### Record excerpts
= = = =
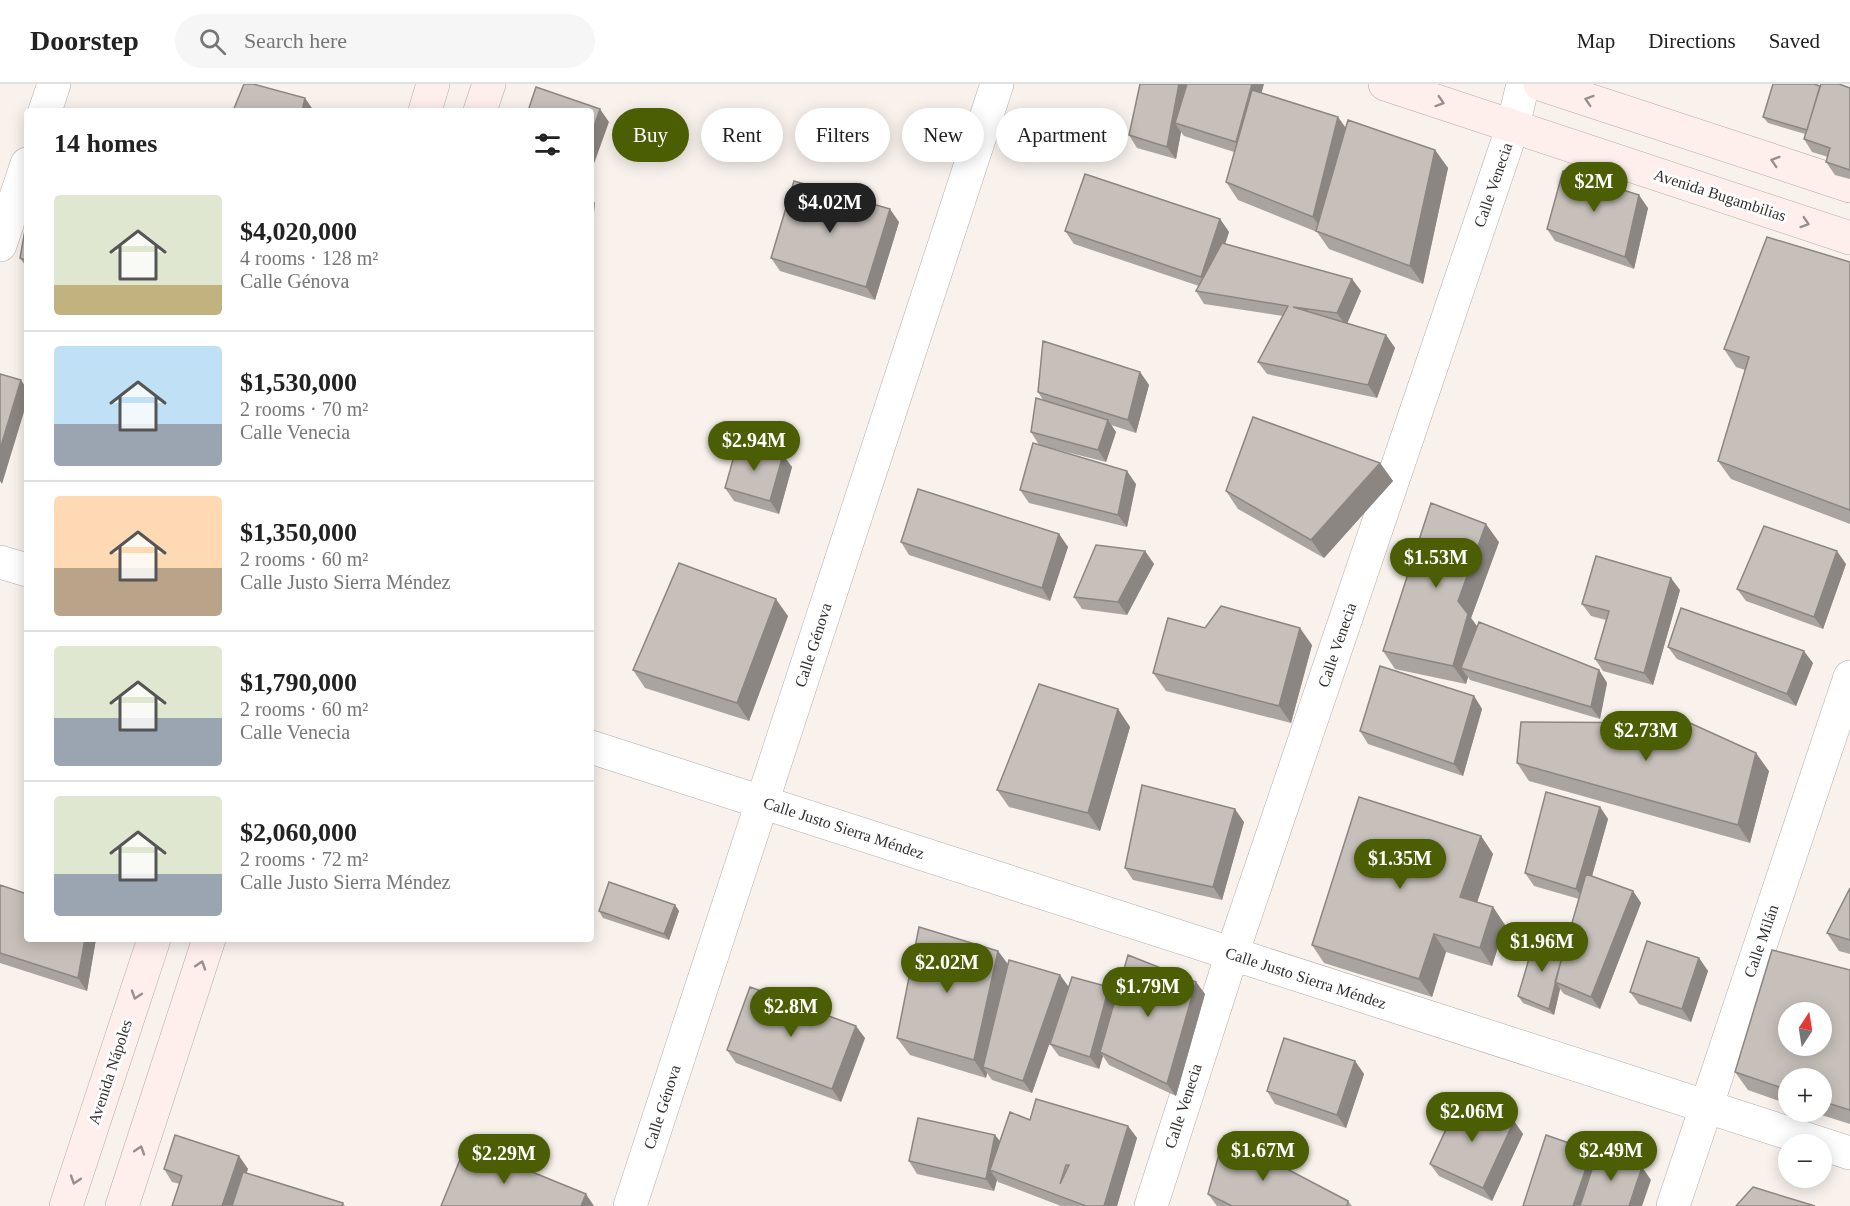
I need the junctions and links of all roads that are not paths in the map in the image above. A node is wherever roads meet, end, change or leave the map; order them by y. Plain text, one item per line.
1 (54, 84) edge
2 (434, 84) edge
3 (489, 84) edge
4 (997, 84) edge
5 (1385, 84) edge
6 (1524, 84) edge
7 (1540, 84) edge
8 (46, 108) edge
9 (426, 108) edge
10 (481, 108) edge
11 (1513, 126) junction
12 (24, 173) edge
13 (1850, 186) edge
14 (1850, 238) edge
15 (0, 245) edge
16 (0, 562) edge
17 (24, 569) edge
18 (1850, 677) edge
19 (594, 748) edge
20 (761, 801) junction
21 (153, 942) edge
22 (208, 942) edge
23 (1232, 954) junction
24 (1706, 1106) junction
25 (1850, 1153) edge
26 (66, 1206) edge
27 (122, 1206) edge
28 (630, 1206) edge
29 (1150, 1206) edge
30 (1673, 1206) edge

1 - 8 street
2 - 9 main road
3 - 10 main road
4 - 20 street, Calle Génova
5 -> 11 main road, Avenida Bugambilias
6 - 11 street, Calle Venecia
13 -> 7 main road
11 -> 14 main road, Avenida Bugambilias
11 - 23 street, Calle Venecia
12 - 15 street
16 - 17 street
18 - 24 street, Calle Milán
19 - 20 street, Calle Justo Sierra Méndez
20 - 23 street, Calle Justo Sierra Méndez
20 - 28 street, Calle Génova
21 -> 26 main road, Avenida Nápoles
27 -> 22 main road
23 - 24 street, Calle Justo Sierra Méndez
23 - 29 street, Calle Venecia
24 - 25 street, Calle Justo Sierra Méndez
24 - 30 street, Calle Milán

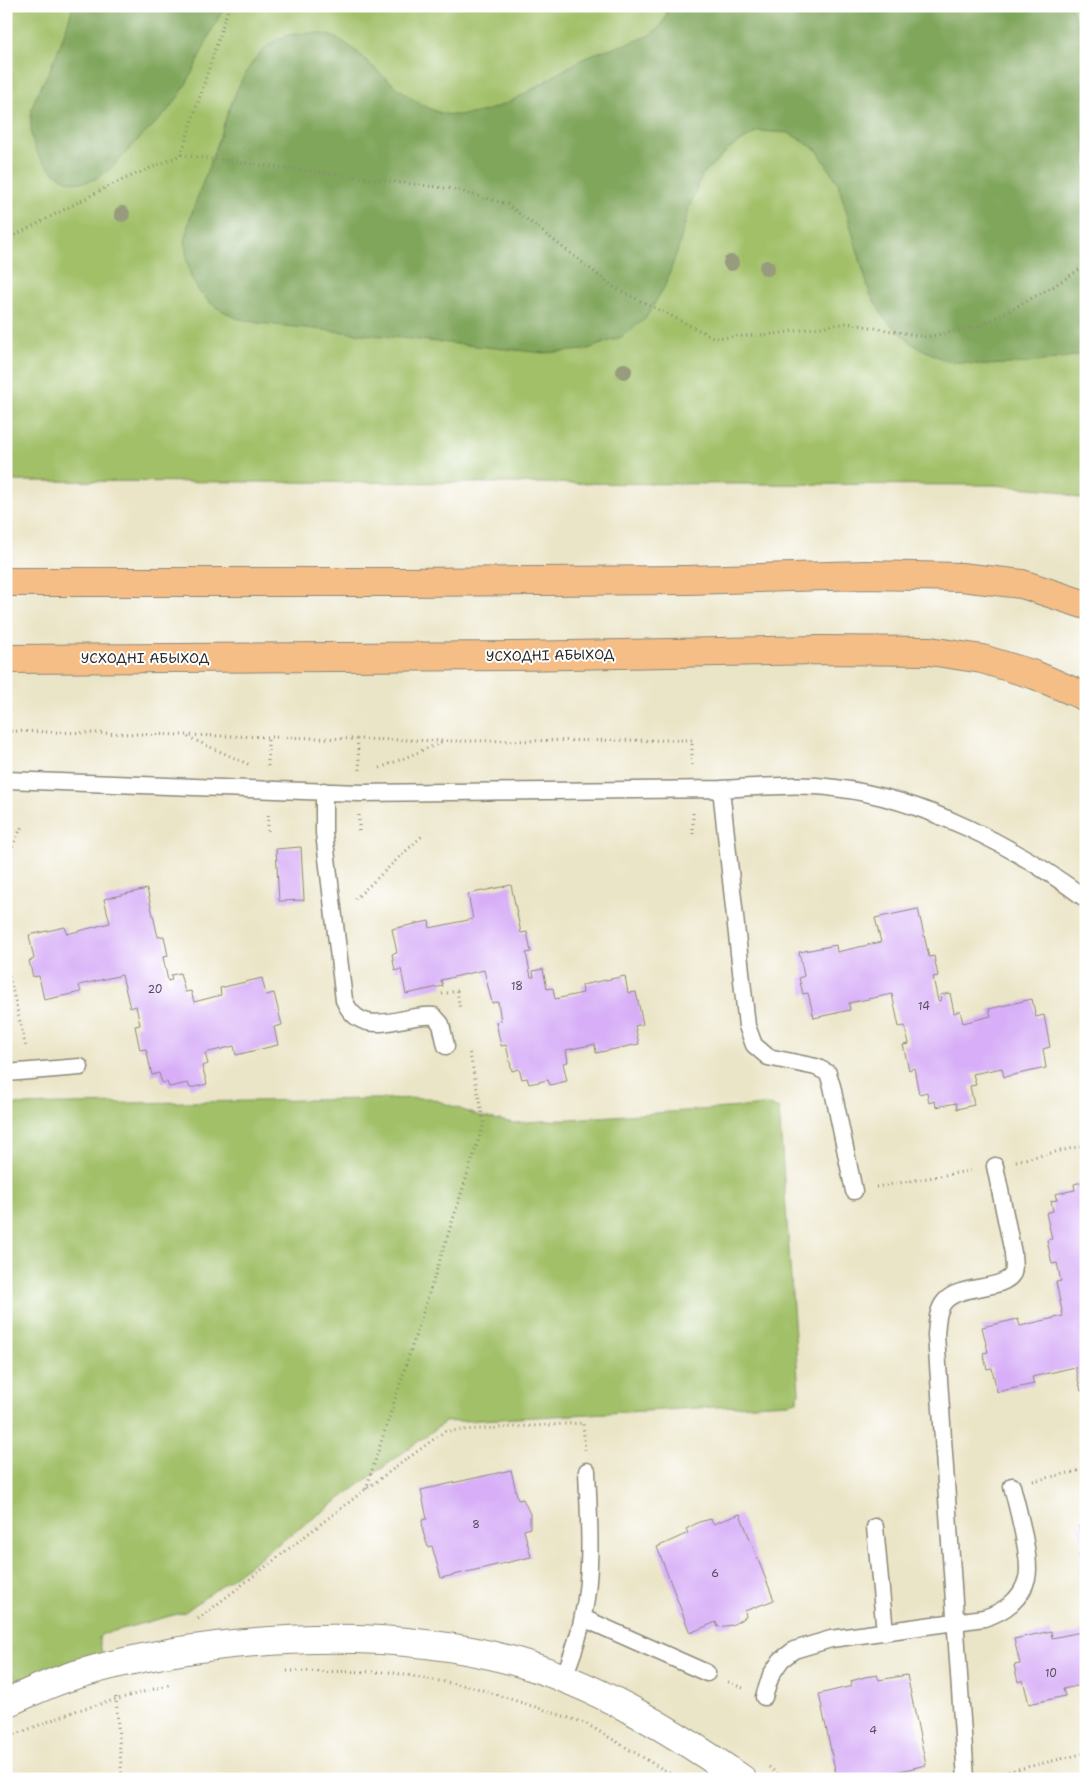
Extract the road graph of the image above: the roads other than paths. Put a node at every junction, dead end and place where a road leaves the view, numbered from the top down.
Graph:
= = = =
### Brief
Without changing a word, retype the data above and omit its pictures.

### Solution to this exercise
I need the junctions and links of all roads that are not paths in the map in the image above. A node is wherever roads meet, end, change or leave the map; order them by y. Plain text, one item per line.
1 (54, 84) edge
2 (434, 84) edge
3 (489, 84) edge
4 (997, 84) edge
5 (1385, 84) edge
6 (1524, 84) edge
7 (1540, 84) edge
8 (46, 108) edge
9 (426, 108) edge
10 (481, 108) edge
11 (1513, 126) junction
12 (24, 173) edge
13 (1850, 186) edge
14 (1850, 238) edge
15 (0, 245) edge
16 (0, 562) edge
17 (24, 569) edge
18 (1850, 677) edge
19 (594, 748) edge
20 (761, 801) junction
21 (153, 942) edge
22 (208, 942) edge
23 (1232, 954) junction
24 (1706, 1106) junction
25 (1850, 1153) edge
26 (66, 1206) edge
27 (122, 1206) edge
28 (630, 1206) edge
29 (1150, 1206) edge
30 (1673, 1206) edge

1 - 8 street
2 - 9 main road
3 - 10 main road
4 - 20 street, Calle Génova
5 -> 11 main road, Avenida Bugambilias
6 - 11 street, Calle Venecia
13 -> 7 main road
11 -> 14 main road, Avenida Bugambilias
11 - 23 street, Calle Venecia
12 - 15 street
16 - 17 street
18 - 24 street, Calle Milán
19 - 20 street, Calle Justo Sierra Méndez
20 - 23 street, Calle Justo Sierra Méndez
20 - 28 street, Calle Génova
21 -> 26 main road, Avenida Nápoles
27 -> 22 main road
23 - 24 street, Calle Justo Sierra Méndez
23 - 29 street, Calle Venecia
24 - 25 street, Calle Justo Sierra Méndez
24 - 30 street, Calle Milán

Extract the road graph of the image above: the roads other than paths. Put a node at every junction, dead end and place where a road leaves the view, numbered from the top down.
Graph:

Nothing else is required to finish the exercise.